■ What needs to be done
Please restate the entries below word for word, leaving out any pictures.

■ Supplied data

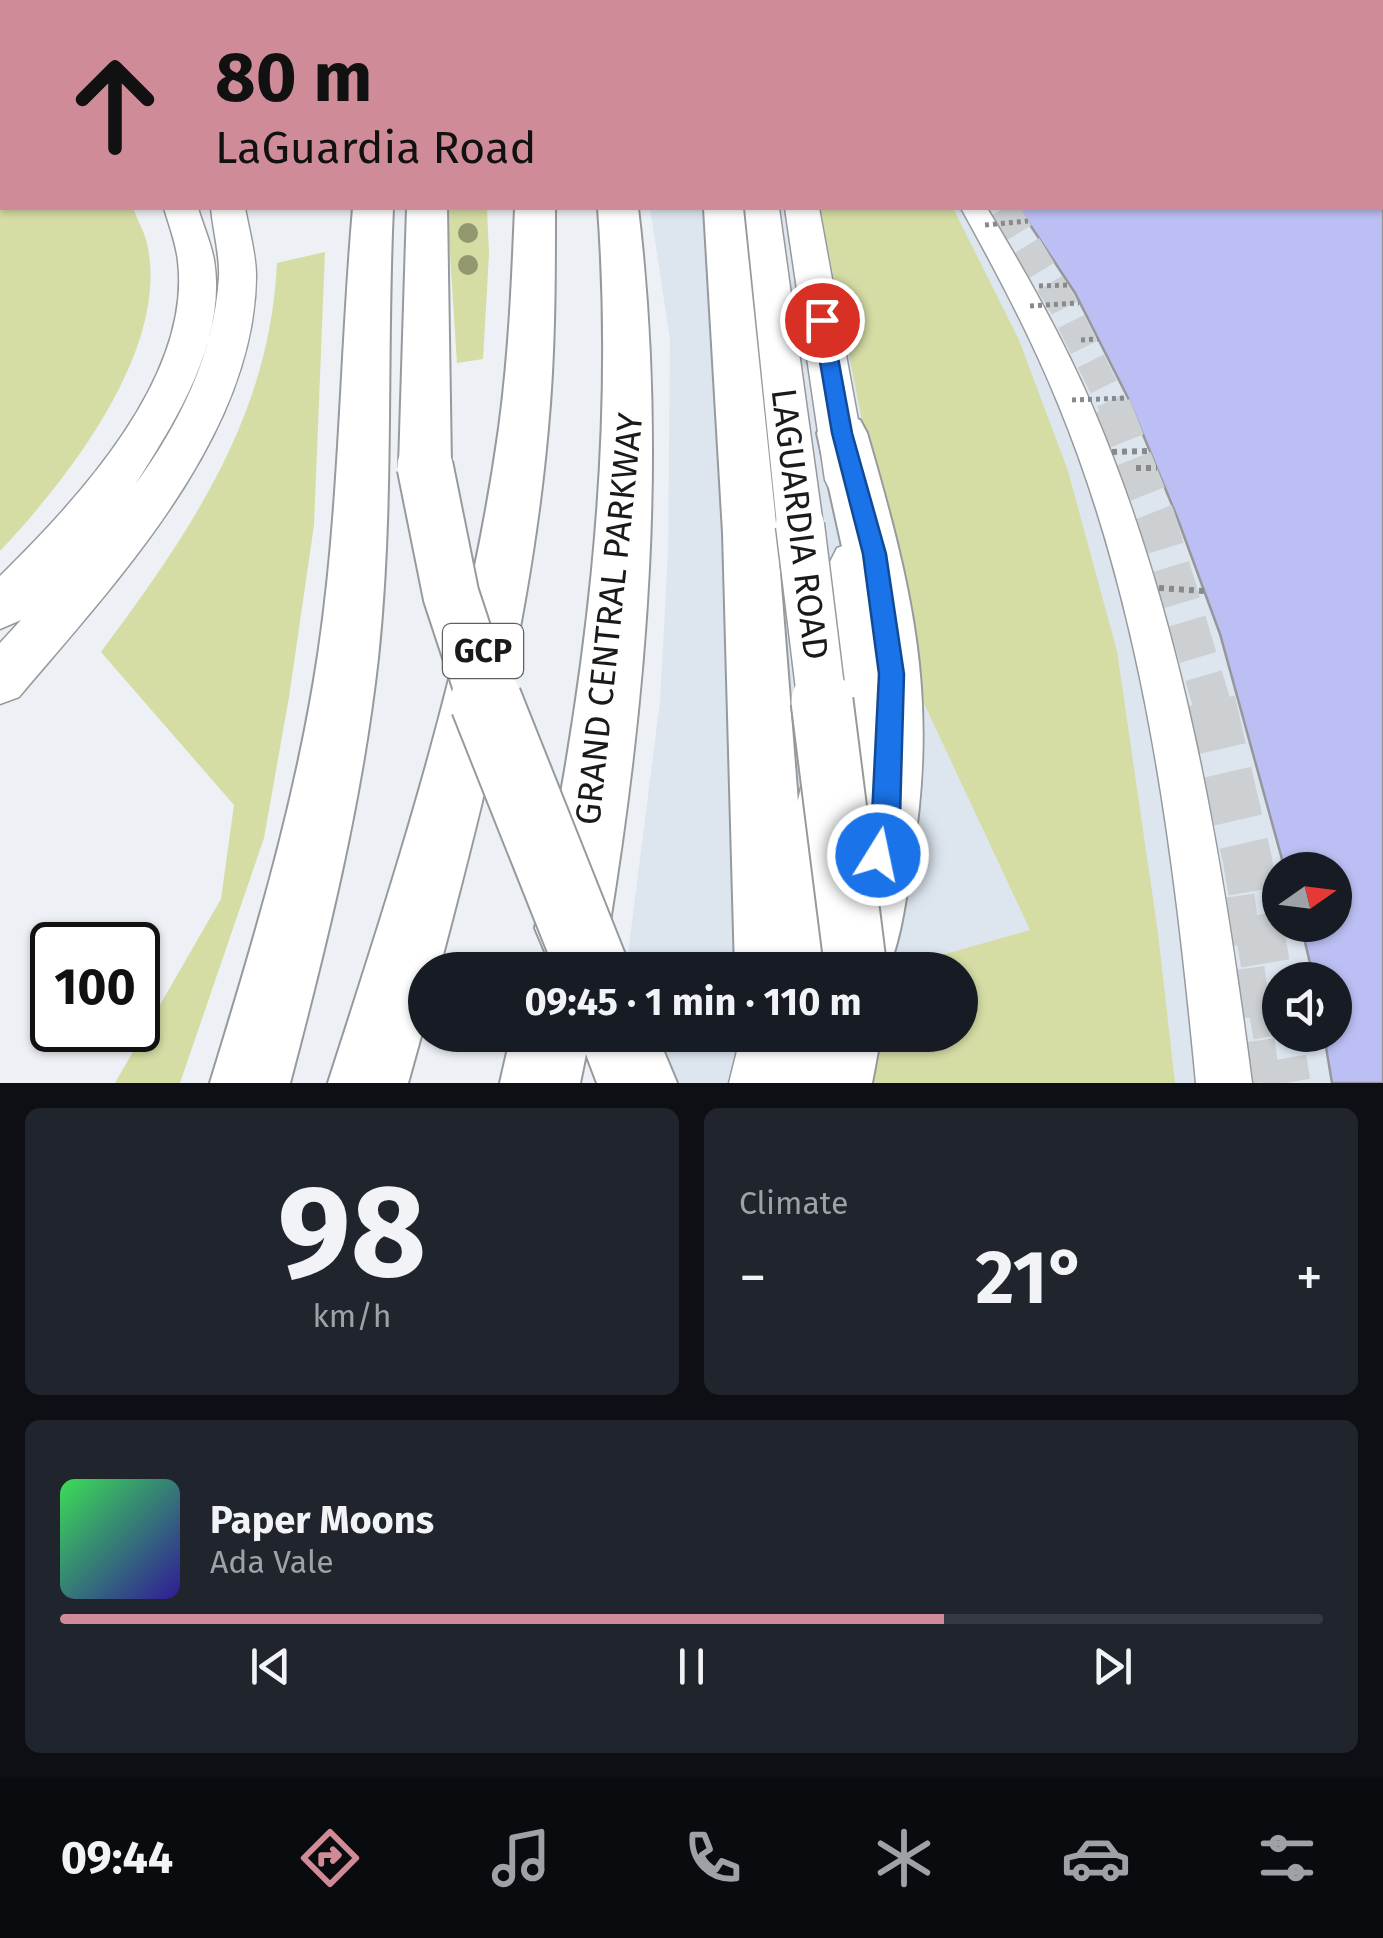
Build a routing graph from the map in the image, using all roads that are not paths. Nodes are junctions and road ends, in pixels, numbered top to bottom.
1 (181, 210) edge
2 (228, 210) edge
3 (427, 210) edge
4 (535, 210) edge
5 (618, 210) edge
6 (724, 210) edge
7 (762, 210) edge
8 (802, 210) edge
9 (372, 212) edge
10 (980, 216) edge
11 (842, 433) junction
12 (0, 608) edge
13 (0, 680) edge
14 (566, 952) edge
15 (585, 952) edge
16 (773, 952) edge
17 (794, 952) edge
18 (854, 952) edge
19 (860, 952) edge
20 (546, 1052) edge
21 (624, 1052) edge
22 (771, 1052) edge
23 (838, 1052) edge
24 (866, 1052) edge
25 (250, 1083) edge
26 (368, 1083) edge
27 (540, 1083) edge
28 (636, 1083) edge
29 (764, 1083) edge
30 (832, 1083) edge
31 (870, 1083) edge
32 (1224, 1083) edge

1 - 12 street
2 - 13 street
3 - 15 highway, bridge
4 - 26 highway, GCP
5 - 14 highway, GRAND CENTRAL PARKWAY
6 - 16 highway
7 - 18 street, LAGUARDIA ROAD, bridge
8 - 11 street, LAGUARDIA ROAD
9 - 25 highway
10 - 32 street
11 - 17 street, LAGUARDIA ROAD
11 - 19 highway
20 - 27 highway
21 - 28 highway
22 - 29 street
23 - 30 highway
24 - 31 street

■ The completed task
Build a routing graph from the map in the image, using all roads that are not paths. Nodes are junctions and road ends, in pixels, numbered top to bottom.
1 (181, 210) edge
2 (228, 210) edge
3 (427, 210) edge
4 (535, 210) edge
5 (618, 210) edge
6 (724, 210) edge
7 (762, 210) edge
8 (802, 210) edge
9 (372, 212) edge
10 (980, 216) edge
11 (842, 433) junction
12 (0, 608) edge
13 (0, 680) edge
14 (566, 952) edge
15 (585, 952) edge
16 (773, 952) edge
17 (794, 952) edge
18 (854, 952) edge
19 (860, 952) edge
20 (546, 1052) edge
21 (624, 1052) edge
22 (771, 1052) edge
23 (838, 1052) edge
24 (866, 1052) edge
25 (250, 1083) edge
26 (368, 1083) edge
27 (540, 1083) edge
28 (636, 1083) edge
29 (764, 1083) edge
30 (832, 1083) edge
31 (870, 1083) edge
32 (1224, 1083) edge

1 - 12 street
2 - 13 street
3 - 15 highway, bridge
4 - 26 highway, GCP
5 - 14 highway, GRAND CENTRAL PARKWAY
6 - 16 highway
7 - 18 street, LAGUARDIA ROAD, bridge
8 - 11 street, LAGUARDIA ROAD
9 - 25 highway
10 - 32 street
11 - 17 street, LAGUARDIA ROAD
11 - 19 highway
20 - 27 highway
21 - 28 highway
22 - 29 street
23 - 30 highway
24 - 31 street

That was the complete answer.